Dear Reader,
Take a journey with me.
January, 2000. I had just gotten my first acceptance letter. The story was "The Parade of Princes" and the magazine was Cicada, a literary magazine for young adults in the Cricket group. The kind editor and I shared a few back and forth letters (this was all done in the mail back then) and the story appeared in the Sept/Oct issue. I got paid 25 cents a word. I was thrilled. It really seemed like I was on my way. A few months after the story appeared, Cicada forwarded me a letter from an editor at Viking. She loved the story, she said, and wondered if I’d ever considered writing a novel. I got another letter from the editors at the Institute of Children’s Literature. They wanted to include the story in a book called First-Time Authors that they planned to use with their students. Oh yes, Baby. I was ON MY WAY.
Now digress with me:
Several years later I was working in a fifth grade classroom as the gifted/talented collaborator. The teacher was teaching a cool lesson about fractions and measurements (I think that was the purpose of the lesson. One of the things I realized that year was that I had never really learned fifth grade math.) The gist of the activity was the kids drew rulers on long slips of paper and marked off the segments into inches (or maybe it was centimeters. Another thing that never clicked with me: the metric system) The teacher wanted the kids to note how you could keep dividing a segment in half. There would be a point when you wouldn’t even be able to see it, but conceivably you could continue to break the segment into smaller pieces. Sort of a reverse infinity, if you will.
Back to my point:
The verge. For a long time I measured the verge as a definitive line, the moment when I crossed from Unpublished into the Land of the Published Book Author. In the “Hero’s Journey,” the basis for pretty much every story ever told, including the story of our own human lives, the hero leaves the comforts and/or discomforts of home and sets out on his journey. He leaves the ordinary world and crosses the threshold into the special one, the place where the adventure really starts cooking. He’s tested. He makes friends and enemies along the way. He does battle. Etc. And eventually the journey ends (usually right back where the guy started) but now he’s a changed person, a true hero who’s earned his reward. The end.

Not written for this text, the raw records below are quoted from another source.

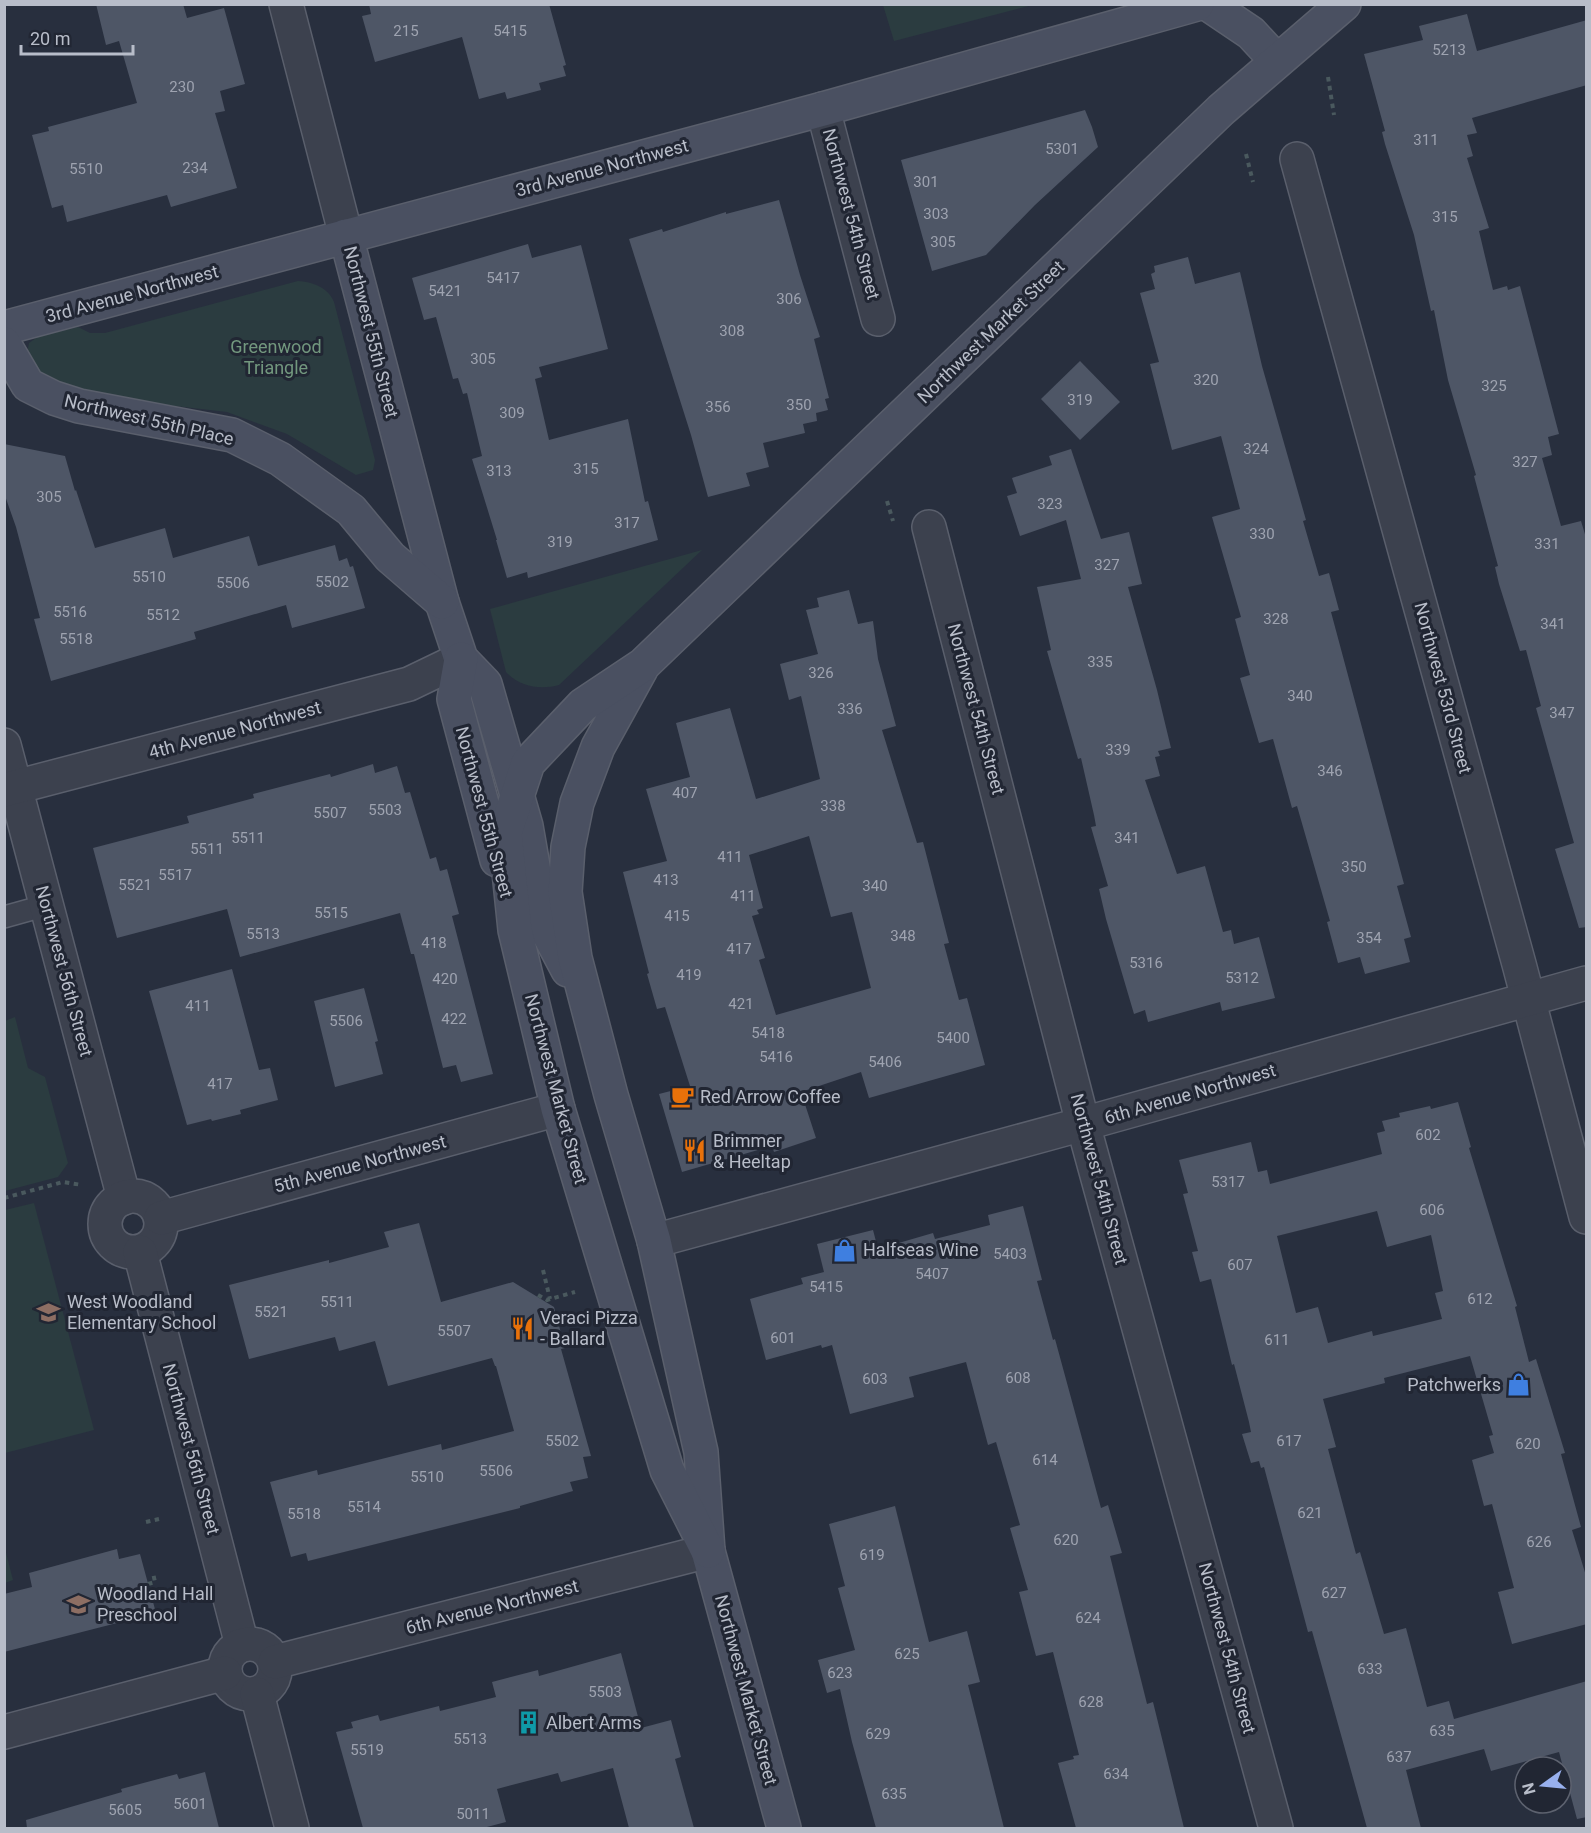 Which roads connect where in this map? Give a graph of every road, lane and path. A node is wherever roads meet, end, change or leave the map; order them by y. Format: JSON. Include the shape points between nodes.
{"nodes":[{"id":1,"x":286,"y":4,"type":"edge"},
{"id":2,"x":1197,"y":4,"type":"edge"},
{"id":3,"x":1208,"y":4,"type":"edge"},
{"id":4,"x":1344,"y":4,"type":"edge"},
{"id":5,"x":1277,"y":61,"type":"junction"},
{"id":6,"x":1328,"y":77,"type":"dead end"},
{"id":7,"x":823,"y":109,"type":"junction"},
{"id":8,"x":1334,"y":115,"type":"dead end"},
{"id":9,"x":1246,"y":153,"type":"dead end"},
{"id":10,"x":1298,"y":159,"type":"dead end"},
{"id":11,"x":1253,"y":182,"type":"dead end"},
{"id":12,"x":346,"y":236,"type":"junction"},
{"id":13,"x":878,"y":319,"type":"dead end"},
{"id":14,"x":4,"y":328,"type":"edge"},
{"id":15,"x":4,"y":344,"type":"edge"},
{"id":16,"x":929,"y":527,"type":"dead end"},
{"id":17,"x":442,"y":602,"type":"junction"},
{"id":18,"x":461,"y":659,"type":"junction"},
{"id":19,"x":643,"y":665,"type":"junction"},
{"id":20,"x":4,"y":745,"type":"edge"},
{"id":21,"x":10,"y":789,"type":"edge"},
{"id":22,"x":518,"y":796,"type":"junction"},
{"id":23,"x":47,"y":905,"type":"junction"},
{"id":24,"x":4,"y":917,"type":"edge"},
{"id":25,"x":515,"y":930,"type":"junction"},
{"id":26,"x":1587,"y":983,"type":"edge"},
{"id":27,"x":1528,"y":998,"type":"junction"},
{"id":28,"x":588,"y":1006,"type":"junction"},
{"id":29,"x":558,"y":1109,"type":"junction"},
{"id":30,"x":1083,"y":1124,"type":"junction"},
{"id":31,"x":82,"y":1185,"type":"dead end"},
{"id":32,"x":4,"y":1198,"type":"edge"},
{"id":33,"x":124,"y":1198,"type":"junction"},
{"id":34,"x":1587,"y":1217,"type":"edge"},
{"id":35,"x":161,"y":1218,"type":"junction"},
{"id":36,"x":654,"y":1241,"type":"junction"},
{"id":37,"x":140,"y":1252,"type":"junction"},
{"id":38,"x":543,"y":1270,"type":"dead end"},
{"id":39,"x":575,"y":1292,"type":"dead end"},
{"id":40,"x":538,"y":1295,"type":"dead end"},
{"id":41,"x":550,"y":1299,"type":"junction"},
{"id":42,"x":159,"y":1519,"type":"dead end"},
{"id":43,"x":146,"y":1522,"type":"dead end"},
{"id":44,"x":708,"y":1551,"type":"junction"},
{"id":45,"x":153,"y":1573,"type":"dead end"},
{"id":46,"x":148,"y":1584,"type":"dead end"},
{"id":47,"x":242,"y":1645,"type":"junction"},
{"id":48,"x":275,"y":1662,"type":"junction"},
{"id":49,"x":225,"y":1673,"type":"junction"},
{"id":50,"x":257,"y":1694,"type":"junction"},
{"id":51,"x":4,"y":1732,"type":"edge"},
{"id":52,"x":292,"y":1828,"type":"edge"},
{"id":53,"x":784,"y":1828,"type":"edge"},
{"id":54,"x":1276,"y":1828,"type":"edge"}],
"edges":[{"from":1,"to":12,"type":"street","name":"Northwest 55th Street"},
{"from":2,"to":7,"type":"main road","name":"3rd Avenue Northwest"},
{"from":3,"to":5,"type":"main road","via":[[1251,33]]},
{"from":4,"to":5,"type":"main road","name":"Northwest Market Street"},
{"from":5,"to":19,"type":"main road","name":"Northwest Market Street","via":[[1221,110]]},
{"from":6,"to":8,"type":"path"},
{"from":7,"to":12,"type":"main road","name":"3rd Avenue Northwest"},
{"from":7,"to":13,"type":"street","name":"Northwest 54th Street"},
{"from":9,"to":11,"type":"path"},
{"from":10,"to":27,"type":"street","name":"Northwest 53rd Street"},
{"from":12,"to":14,"type":"main road","name":"3rd Avenue Northwest"},
{"from":12,"to":17,"type":"main road","name":"Northwest 55th Street"},
{"from":15,"to":17,"type":"main road","name":"Northwest 55th Place","via":[[28,385],[54,398],[232,435],[280,459],[351,510],[390,557]]},
{"from":16,"to":30,"type":"street","name":"Northwest 54th Street"},
{"from":17,"to":18,"type":"main road","name":"Northwest 55th Street"},
{"from":18,"to":21,"type":"street","name":"4th Avenue Northwest","via":[[409,684]]},
{"from":18,"to":22,"type":"main road","name":"Northwest 55th Street","via":[[485,684]]},
{"from":18,"to":25,"type":"main road","name":"Northwest 55th Street","via":[[454,699]]},
{"from":19,"to":22,"type":"main road","name":"Northwest Market Street","via":[[583,705],[528,763]]},
{"from":19,"to":28,"type":"main road","name":"Northwest Market Street","via":[[598,747],[577,803],[568,847],[565,892],[575,958]]},
{"from":20,"to":21,"type":"street","name":"Northwest 56th Street"},
{"from":21,"to":23,"type":"street","name":"Northwest 56th Street"},
{"from":22,"to":25,"type":"main road","name":"Northwest Market Street","via":[[505,833]]},
{"from":22,"to":28,"type":"main road","name":"Northwest 55th Street","via":[[543,923]]},
{"from":23,"to":24,"type":"lane"},
{"from":23,"to":33,"type":"street","name":"Northwest 56th Street"},
{"from":25,"to":29,"type":"main road","name":"Northwest Market Street"},
{"from":26,"to":27,"type":"street","name":"6th Avenue Northwest"},
{"from":27,"to":30,"type":"street","name":"6th Avenue Northwest"},
{"from":27,"to":34,"type":"street","name":"Northwest 53rd Street"},
{"from":28,"to":36,"type":"main road","name":"Northwest Market Street"},
{"from":29,"to":35,"type":"street","name":"5th Avenue Northwest"},
{"from":29,"to":44,"type":"main road","name":"Northwest Market Street","via":[[667,1470]]},
{"from":30,"to":36,"type":"street","name":"6th Avenue Northwest"},
{"from":30,"to":54,"type":"street","name":"Northwest 54th Street"},
{"from":31,"to":32,"type":"path","via":[[63,1182]]},
{"from":33,"to":35,"type":"street","via":[[146,1199]]},
{"from":33,"to":37,"type":"street","via":[[110,1208],[105,1227],[113,1244],[121,1250]]},
{"from":35,"to":37,"type":"street","via":[[159,1236]]},
{"from":36,"to":44,"type":"main road","name":"Northwest Market Street","via":[[701,1452]]},
{"from":37,"to":47,"type":"street","name":"Northwest 56th Street"},
{"from":38,"to":41,"type":"path"},
{"from":39,"to":41,"type":"path"},
{"from":40,"to":41,"type":"path"},
{"from":42,"to":43,"type":"path"},
{"from":44,"to":48,"type":"street","name":"6th Avenue Northwest"},
{"from":44,"to":53,"type":"main road","name":"Northwest Market Street"},
{"from":45,"to":46,"type":"path","via":[[155,1582]]},
{"from":47,"to":48,"type":"street","via":[[262,1647]]},
{"from":47,"to":49,"type":"street","via":[[230,1653]]},
{"from":48,"to":50,"type":"street","via":[[272,1682]]},
{"from":49,"to":50,"type":"street","via":[[237,1692]]},
{"from":49,"to":51,"type":"street"},
{"from":50,"to":52,"type":"street"}]}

So in my journey, I always saw the moment I got my book deal as crossing the threshold into the special world of Book Deal-dom. I imagine this lovely kingdom as a place of books signings and school visits and fan letters and on particularly bright dreamy days, it includes fame and fortune and a gold sticker on a book cover. When I said I was on the verge, I meant that I was steps away from crossing over into this blessed land.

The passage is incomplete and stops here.